A December 1963 document described how CIA officials in Mexico City “intercepted a telephone call” Oswald made in October from that city to the Soviet Embassy there “using his own name” and speaking “broken Russian.”
Oswald was hoping to travel through Cuba on his way to Russia and was seeking a visa, documents show.
There were initial concerns that Ruby, Oswald’s killer, might have had some connection to Oswald.
But a newly released September 1964 memo to the presidential commission investigating the assassination said “the Central Intelligence Agency has no indication that Ruby and Lee Harvey Oswald ever knew each other, were associated, or might have been connected in any manner”.

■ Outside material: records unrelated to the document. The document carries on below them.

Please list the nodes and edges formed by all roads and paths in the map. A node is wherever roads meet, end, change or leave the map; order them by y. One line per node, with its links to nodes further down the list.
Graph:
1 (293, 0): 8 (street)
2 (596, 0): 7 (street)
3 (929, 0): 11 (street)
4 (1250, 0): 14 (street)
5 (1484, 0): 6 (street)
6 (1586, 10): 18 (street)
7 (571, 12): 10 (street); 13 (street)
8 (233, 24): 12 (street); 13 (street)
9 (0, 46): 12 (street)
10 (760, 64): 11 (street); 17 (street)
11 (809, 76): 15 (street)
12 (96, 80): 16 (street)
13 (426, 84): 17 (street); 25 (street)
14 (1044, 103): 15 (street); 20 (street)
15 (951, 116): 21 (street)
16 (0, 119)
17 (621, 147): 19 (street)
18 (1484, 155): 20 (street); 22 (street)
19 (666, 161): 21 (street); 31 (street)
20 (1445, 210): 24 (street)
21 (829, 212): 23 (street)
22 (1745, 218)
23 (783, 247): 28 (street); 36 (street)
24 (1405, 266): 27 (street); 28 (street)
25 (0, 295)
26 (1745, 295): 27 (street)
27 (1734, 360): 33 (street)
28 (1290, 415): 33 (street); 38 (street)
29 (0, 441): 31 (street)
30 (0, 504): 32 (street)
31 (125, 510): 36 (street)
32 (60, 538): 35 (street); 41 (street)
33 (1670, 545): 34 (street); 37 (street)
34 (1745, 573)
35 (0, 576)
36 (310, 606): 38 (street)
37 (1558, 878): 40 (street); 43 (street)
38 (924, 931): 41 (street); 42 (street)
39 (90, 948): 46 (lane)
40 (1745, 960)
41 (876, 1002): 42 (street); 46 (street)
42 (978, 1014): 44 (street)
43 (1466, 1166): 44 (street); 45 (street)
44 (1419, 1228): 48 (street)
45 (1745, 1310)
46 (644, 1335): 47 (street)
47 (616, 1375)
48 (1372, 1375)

It has taken many years for the files to see the light of day. Congress ordered in 1992 that all remaining sealed files relating to the investigation into Kennedy’s death should be fully opened to the public by 2017, except for those the president authorised for further withholding.
In 2017, Donald Trump released a cache of records, but decided to release the remaining documents on a rolling basis. The remaining JFK files were originally supposed to have been released in October 2021.
Biden postponed that planned release, citing delays caused by the COVID-19 pandemic, and announced they would be instead disclosed in two batches: one in December 2021, and another by December 15, 2022, after undergoing an intensive one-year review.
With Thursday’s release, 95% of the documents in the CIA’s JFK assassination records collection will have been released in their entirety.